> **Description of the task**: Go through the material and copy each line in which the word "text" shows up.

------------------------------

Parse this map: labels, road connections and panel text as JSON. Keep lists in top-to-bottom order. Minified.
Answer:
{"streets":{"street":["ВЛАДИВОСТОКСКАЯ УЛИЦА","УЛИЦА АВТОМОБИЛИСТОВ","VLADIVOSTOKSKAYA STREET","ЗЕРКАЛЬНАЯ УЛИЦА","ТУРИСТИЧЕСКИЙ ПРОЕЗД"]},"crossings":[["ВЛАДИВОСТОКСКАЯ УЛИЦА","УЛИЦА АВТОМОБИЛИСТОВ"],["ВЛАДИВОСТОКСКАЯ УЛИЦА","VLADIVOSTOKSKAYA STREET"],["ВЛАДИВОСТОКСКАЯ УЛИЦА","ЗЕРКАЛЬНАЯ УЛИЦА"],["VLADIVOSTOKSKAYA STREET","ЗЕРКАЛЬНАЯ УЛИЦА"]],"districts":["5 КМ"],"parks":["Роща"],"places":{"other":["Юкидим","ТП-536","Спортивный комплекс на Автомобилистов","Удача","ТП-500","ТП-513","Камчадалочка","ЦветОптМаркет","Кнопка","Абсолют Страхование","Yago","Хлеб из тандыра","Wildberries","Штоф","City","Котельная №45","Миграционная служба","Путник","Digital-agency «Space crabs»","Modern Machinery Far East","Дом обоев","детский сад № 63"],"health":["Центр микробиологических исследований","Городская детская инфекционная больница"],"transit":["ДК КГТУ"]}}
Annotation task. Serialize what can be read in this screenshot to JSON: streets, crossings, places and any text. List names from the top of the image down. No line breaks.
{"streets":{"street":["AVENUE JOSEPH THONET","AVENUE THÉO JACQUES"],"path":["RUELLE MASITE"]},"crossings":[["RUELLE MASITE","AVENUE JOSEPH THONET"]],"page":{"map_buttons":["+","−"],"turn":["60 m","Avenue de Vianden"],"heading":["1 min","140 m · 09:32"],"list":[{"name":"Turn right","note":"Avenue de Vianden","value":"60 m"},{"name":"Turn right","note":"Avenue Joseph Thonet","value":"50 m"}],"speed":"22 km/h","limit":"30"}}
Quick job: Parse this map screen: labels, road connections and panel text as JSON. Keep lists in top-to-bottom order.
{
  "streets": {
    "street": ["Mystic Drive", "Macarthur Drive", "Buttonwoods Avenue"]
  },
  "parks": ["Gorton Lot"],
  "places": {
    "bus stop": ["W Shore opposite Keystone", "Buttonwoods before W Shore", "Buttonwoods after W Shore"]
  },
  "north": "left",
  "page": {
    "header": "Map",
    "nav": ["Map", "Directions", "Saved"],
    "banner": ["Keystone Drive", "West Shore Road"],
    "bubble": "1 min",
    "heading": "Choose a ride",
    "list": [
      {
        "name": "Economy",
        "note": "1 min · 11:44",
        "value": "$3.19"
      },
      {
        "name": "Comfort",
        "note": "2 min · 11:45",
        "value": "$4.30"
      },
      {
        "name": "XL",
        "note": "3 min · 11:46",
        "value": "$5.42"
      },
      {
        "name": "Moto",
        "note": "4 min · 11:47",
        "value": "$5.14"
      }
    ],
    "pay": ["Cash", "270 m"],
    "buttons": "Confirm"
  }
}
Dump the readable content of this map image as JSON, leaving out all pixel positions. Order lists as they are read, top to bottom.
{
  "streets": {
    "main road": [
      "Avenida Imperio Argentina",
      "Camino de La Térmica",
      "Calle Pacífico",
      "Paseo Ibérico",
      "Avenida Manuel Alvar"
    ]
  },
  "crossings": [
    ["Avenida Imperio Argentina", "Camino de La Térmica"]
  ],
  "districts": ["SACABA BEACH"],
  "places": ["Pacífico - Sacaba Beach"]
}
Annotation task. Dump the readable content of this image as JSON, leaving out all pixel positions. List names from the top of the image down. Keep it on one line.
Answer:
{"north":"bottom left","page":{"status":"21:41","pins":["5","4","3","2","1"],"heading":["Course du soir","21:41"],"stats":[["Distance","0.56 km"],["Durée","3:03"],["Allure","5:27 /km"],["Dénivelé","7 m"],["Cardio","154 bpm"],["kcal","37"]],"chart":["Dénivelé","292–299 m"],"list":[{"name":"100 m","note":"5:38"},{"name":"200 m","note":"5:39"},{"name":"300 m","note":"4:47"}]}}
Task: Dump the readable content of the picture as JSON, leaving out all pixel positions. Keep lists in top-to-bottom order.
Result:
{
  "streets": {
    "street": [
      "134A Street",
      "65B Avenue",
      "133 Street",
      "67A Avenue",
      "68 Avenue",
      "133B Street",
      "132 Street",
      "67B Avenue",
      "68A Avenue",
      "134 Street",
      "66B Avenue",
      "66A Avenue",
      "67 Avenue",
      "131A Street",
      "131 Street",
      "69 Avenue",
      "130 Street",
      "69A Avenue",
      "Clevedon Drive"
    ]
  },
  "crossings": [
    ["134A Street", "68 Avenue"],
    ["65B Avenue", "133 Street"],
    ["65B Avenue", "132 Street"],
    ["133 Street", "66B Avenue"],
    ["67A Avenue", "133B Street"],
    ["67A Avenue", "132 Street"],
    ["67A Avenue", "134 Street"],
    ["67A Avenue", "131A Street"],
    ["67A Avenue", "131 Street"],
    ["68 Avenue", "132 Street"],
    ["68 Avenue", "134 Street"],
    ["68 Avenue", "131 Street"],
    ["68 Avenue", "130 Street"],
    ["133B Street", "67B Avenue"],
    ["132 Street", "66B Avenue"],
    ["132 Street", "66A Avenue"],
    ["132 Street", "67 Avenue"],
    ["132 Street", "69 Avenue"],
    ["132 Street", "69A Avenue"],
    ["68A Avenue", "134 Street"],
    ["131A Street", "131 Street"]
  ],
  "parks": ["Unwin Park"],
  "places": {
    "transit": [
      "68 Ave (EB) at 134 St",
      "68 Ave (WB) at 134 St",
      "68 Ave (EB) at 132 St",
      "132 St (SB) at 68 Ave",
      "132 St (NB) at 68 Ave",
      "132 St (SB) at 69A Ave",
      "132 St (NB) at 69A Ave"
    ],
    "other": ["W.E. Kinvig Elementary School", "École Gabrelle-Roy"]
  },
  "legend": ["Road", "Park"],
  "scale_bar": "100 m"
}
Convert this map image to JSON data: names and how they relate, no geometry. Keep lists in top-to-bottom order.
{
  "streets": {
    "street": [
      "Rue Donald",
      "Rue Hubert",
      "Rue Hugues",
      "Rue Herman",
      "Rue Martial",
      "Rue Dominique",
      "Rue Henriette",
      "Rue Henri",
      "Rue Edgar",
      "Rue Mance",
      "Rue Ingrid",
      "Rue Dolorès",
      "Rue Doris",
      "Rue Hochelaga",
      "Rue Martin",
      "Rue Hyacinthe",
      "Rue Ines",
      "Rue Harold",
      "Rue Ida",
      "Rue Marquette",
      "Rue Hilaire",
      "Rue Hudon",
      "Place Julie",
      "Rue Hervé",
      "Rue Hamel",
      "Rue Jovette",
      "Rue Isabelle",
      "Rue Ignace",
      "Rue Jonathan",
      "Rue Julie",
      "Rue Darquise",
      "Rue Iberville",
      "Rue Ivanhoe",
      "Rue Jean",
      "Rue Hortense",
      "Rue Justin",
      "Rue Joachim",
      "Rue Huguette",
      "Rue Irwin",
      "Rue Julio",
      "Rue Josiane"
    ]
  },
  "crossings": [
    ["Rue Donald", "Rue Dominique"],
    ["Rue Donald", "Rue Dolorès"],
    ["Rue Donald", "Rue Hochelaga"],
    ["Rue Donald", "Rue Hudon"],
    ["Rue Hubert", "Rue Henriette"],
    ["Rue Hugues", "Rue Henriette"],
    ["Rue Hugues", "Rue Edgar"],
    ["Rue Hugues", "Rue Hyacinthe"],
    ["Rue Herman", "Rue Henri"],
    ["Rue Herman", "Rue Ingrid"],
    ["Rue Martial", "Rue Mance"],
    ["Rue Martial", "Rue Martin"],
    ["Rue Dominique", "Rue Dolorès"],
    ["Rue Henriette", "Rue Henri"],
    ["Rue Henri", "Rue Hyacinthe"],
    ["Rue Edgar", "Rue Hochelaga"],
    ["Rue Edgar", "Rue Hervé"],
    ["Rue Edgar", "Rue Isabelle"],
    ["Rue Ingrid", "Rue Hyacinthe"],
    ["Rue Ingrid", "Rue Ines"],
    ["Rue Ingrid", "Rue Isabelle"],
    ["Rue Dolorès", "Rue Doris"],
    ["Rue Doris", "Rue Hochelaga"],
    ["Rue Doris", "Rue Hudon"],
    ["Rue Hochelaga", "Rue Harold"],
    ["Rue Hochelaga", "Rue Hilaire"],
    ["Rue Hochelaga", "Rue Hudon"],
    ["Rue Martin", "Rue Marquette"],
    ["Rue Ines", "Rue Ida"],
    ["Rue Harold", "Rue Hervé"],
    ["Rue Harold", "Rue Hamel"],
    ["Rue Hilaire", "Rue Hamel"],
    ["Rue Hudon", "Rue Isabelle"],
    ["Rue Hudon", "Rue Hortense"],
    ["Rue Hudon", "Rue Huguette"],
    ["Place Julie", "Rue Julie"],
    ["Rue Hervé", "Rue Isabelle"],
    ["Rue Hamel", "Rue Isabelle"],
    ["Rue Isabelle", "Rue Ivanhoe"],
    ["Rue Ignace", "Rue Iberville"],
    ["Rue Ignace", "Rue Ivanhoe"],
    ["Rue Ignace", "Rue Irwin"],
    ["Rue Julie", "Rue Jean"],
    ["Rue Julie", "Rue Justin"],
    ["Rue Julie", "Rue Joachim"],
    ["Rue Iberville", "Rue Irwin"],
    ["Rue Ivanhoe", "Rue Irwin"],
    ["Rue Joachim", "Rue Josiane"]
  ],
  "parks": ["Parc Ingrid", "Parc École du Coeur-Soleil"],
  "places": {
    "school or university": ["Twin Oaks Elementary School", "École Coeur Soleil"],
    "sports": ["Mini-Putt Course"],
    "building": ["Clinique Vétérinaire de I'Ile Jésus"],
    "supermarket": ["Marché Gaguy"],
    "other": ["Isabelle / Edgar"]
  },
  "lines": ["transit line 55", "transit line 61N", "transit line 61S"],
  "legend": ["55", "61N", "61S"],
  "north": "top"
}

------------------------------

> **Output for this task**:
Parse this map: labels, road connections and panel text as JSON. Keep lists in top-to-bottom order. Minified.
Annotation task. Serialize what can be read in this screenshot to JSON: streets, crossings, places and any text. List names from the top of the image down. No line breaks.
Quick job: Parse this map screen: labels, road connections and panel text as JSON. Keep lists in top-to-bottom order.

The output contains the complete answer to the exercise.